According to the Hordle Village Design Statement, Kingfishers have been identified at Wainsford Farm and on the edge of Pennington Village. Kingfisher are amongst the Pennington birds covered by Annex 1 of the European Wild Birds Directive. As such, they are subject to special conservation measures to ensure their survival.
— PenningtonVillage.UK (@PenningtonHants) January 11, 2017
A number of the local area’s notable bird species are on the Birds of Conservation Concern Red List – a list of 40 species that, according to the International Union for Conservation of Nature, IUCN, are globally threatened.

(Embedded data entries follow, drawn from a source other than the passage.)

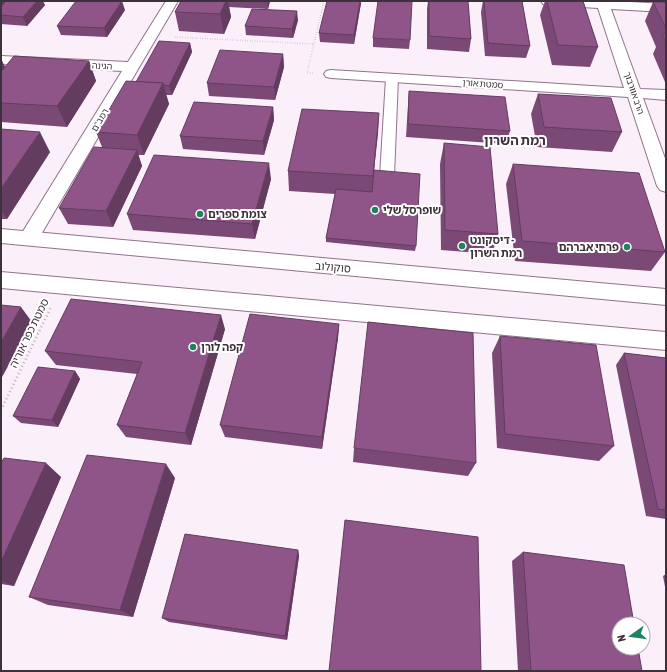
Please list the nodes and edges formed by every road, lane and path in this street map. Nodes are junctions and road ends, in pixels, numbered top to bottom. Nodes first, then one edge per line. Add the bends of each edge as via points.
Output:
1 (172, 1) edge
2 (324, 1) edge
3 (547, 1) edge
4 (603, 3) edge
5 (666, 8) edge
6 (150, 36) junction
7 (1, 60) edge
8 (131, 67) junction
9 (331, 74) dead end
10 (392, 78) junction
11 (634, 93) junction
12 (666, 95) edge
13 (387, 176) edge
14 (666, 186) edge
15 (1, 236) edge
16 (29, 238) junction
17 (1, 280) edge
18 (61, 285) junction
19 (666, 297) edge
20 (666, 341) edge
21 (1, 410) edge

1 - 6 street, רמב"ם
2 - 6 path via 314,44
3 - 4 street
4 - 5 street
4 - 11 street, הרב אוורבוך
6 - 8 street, רמב"ם
7 - 8 street, הגינה
8 - 16 street, רמב"ם
9 - 10 street, סמטת אורן
10 - 11 street, סמטת אורן
10 - 13 lane
11 - 12 street, סמטת אורן
11 - 14 street, הרב אוורבוך
15 - 16 street, סוקולוב
16 - 19 street, סוקולוב
17 - 18 street
18 - 20 street
18 - 21 path, סמטת כפר אוריה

These include the House Sparrow and the Linnet (at nearby Downton), the Lesser Spotted Woodpecker (at nearby Newlands Manor Farm and Efford) the Marsh Tit (at Hordle village and Efford) and the Bullfinch (Golden Hill Woodlands). Six of the notable bird species in the Parish are county rare, including the Rock Pipit (sighted at Efford) and four are county scarce, including the Grey Heron (at Efford and Pennington Common).
Flora and fauna
Of the notable flowering plant species in the local area, four are classified as vulnerable by the IUCN, including Corn Marigold (in Pennington) and Dodder (in nearby Everton); and five are classified as ‘near threatened’ amongst which is the Green Winged Orchid (recorded in Pennington). A further three are classified as county scarce, including the Cut-leaved Dead nettle (found nearby on the A337).
Bluebells – protected from intentional picking under the Wildlife and Countryside Act – are relatively common in Pennington. They are found in the copse west around the Upper Common nearby Wainsford, and in the pockets of coppice throughout Pennington.

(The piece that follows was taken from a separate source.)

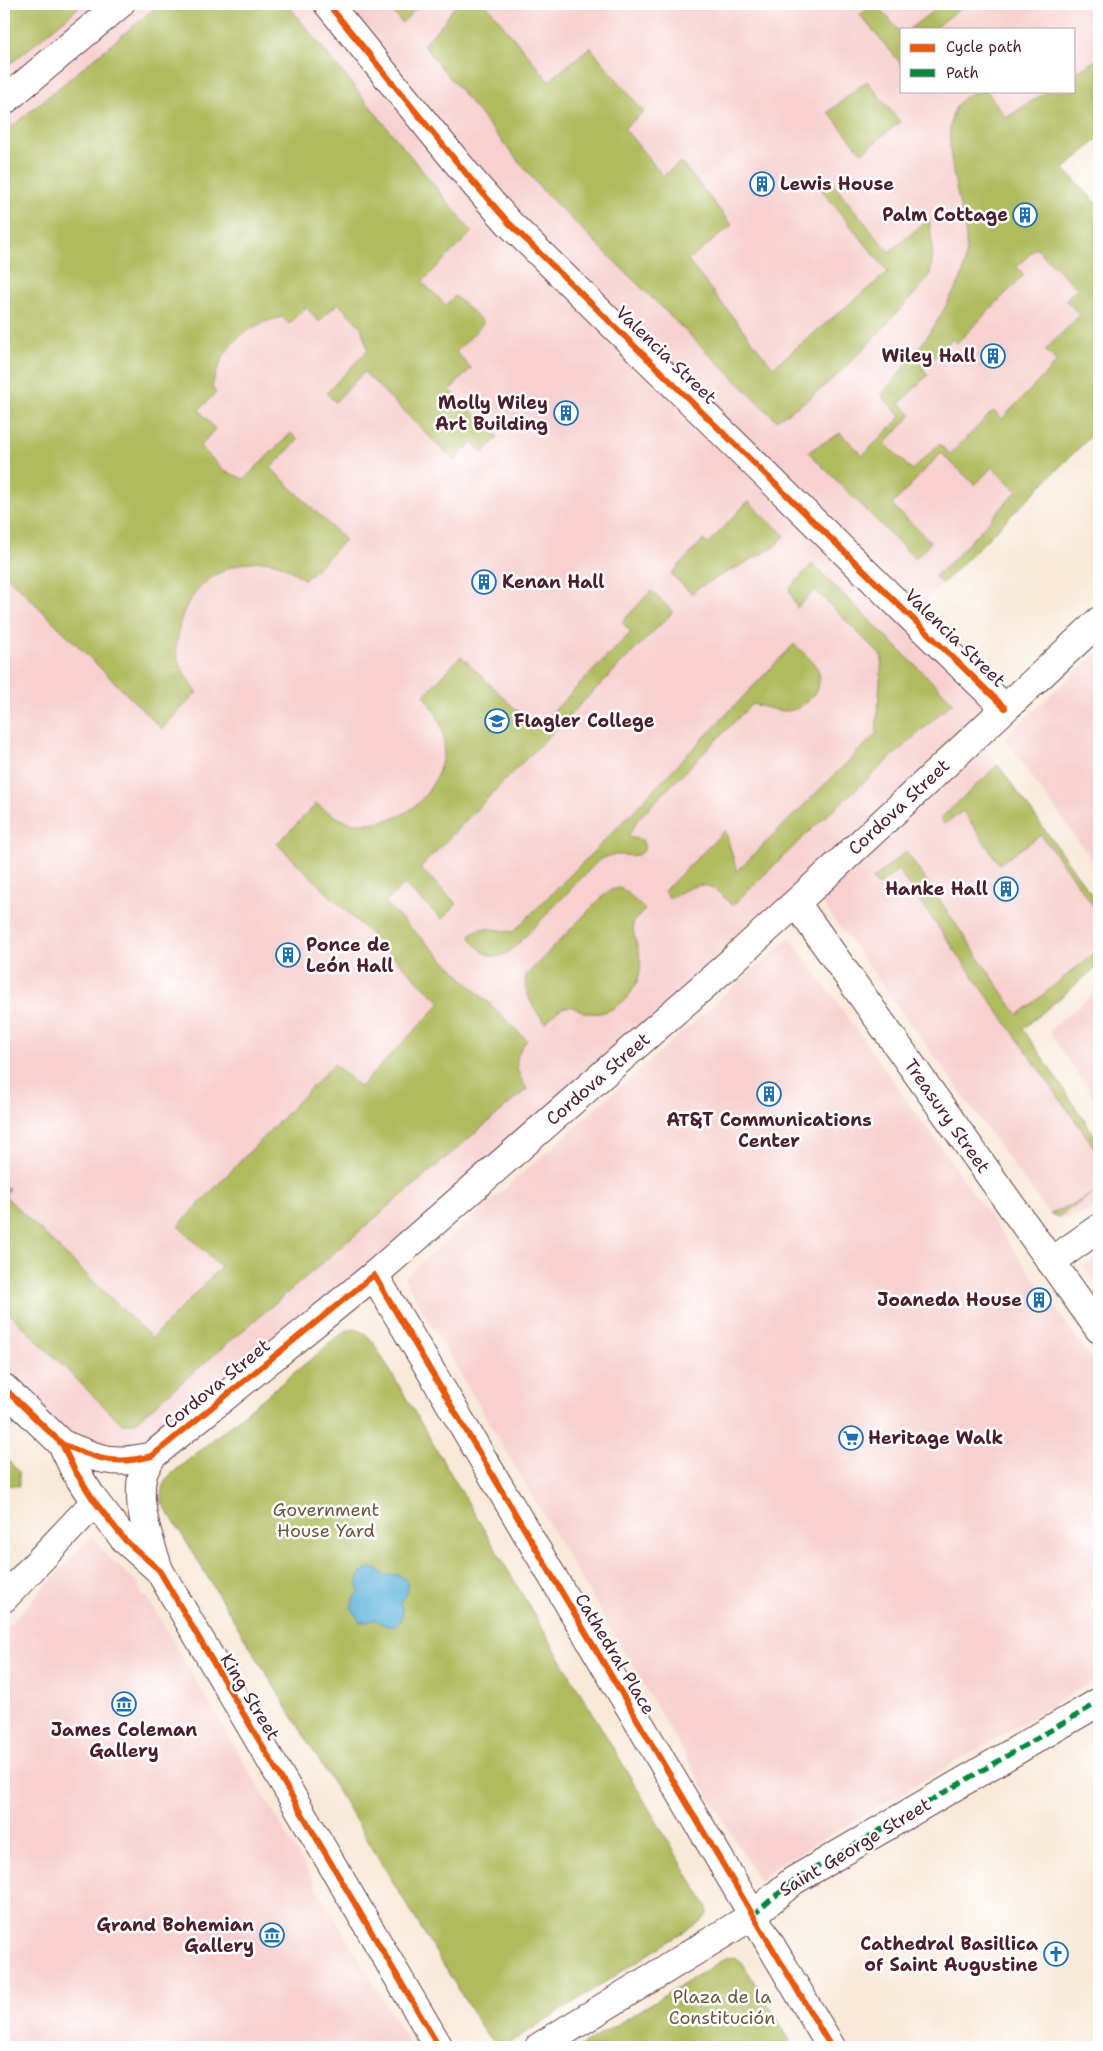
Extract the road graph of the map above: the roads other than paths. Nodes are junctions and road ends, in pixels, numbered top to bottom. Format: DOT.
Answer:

Rivers, streams, and ground water
Pennington is bordered by Avon Water to the west and Yaldhurst stream to the east.
The Avon Water basin is a small basin draining the south-west edge of the New Forest. It rises within the southern confines of Burley and flows eastwards where it drains Holmsley Bog. The river continues its journey following the edge of Wootton Coppice Inclosure and Broadley Inclosure where it appears to have been significantly straightened before passing the perambulation boundary. From this point it flows through farmland via Sway Lakes and passes to the western side of Pennington (forming the western boundary of Pennington) before entering the Solent at Keyhaven. (Further information)
Winding through the area is a small stream which issues from Yaldhurst Copse to the north and runs down a small valley across the Yaldhurst farmland. This stream has long been taken as the official defining the boundary between Buckland/Lymington and Pennington (until the point that the stream meets Stanford Hill).
The British Geology Survey provides a detailed description of the surface geology under Pennington. A summary is provided below.
The bedrock under Pennington is sedimentary and is part of the Headon and Osborne Beds. It is made of clay, silt and sand. It was formed approximately 37 to 40 million years ago in the Palaeogene Period when the local environment was dominated by swamps, estuaries and deltas.
River terrace deposits of sand and gravel were formed up to 3 million years ago in the Quaternary Period when the local environment previously dominated by rivers. Where Avon Water and Yaldhurst stream have flooded, fine silt and clay has deposited in the vicinity of the river banks forming floodplain alluvium.
Pennington sits on a broadly flat plateau with shallow inclined gullies which are the natural water courses draining to Avon Water to the west and Yaldhurst stream to the east. St Marks Church is approximately 24m above sea level, whilst Gordleton Business Park is approximately 28m above sea level.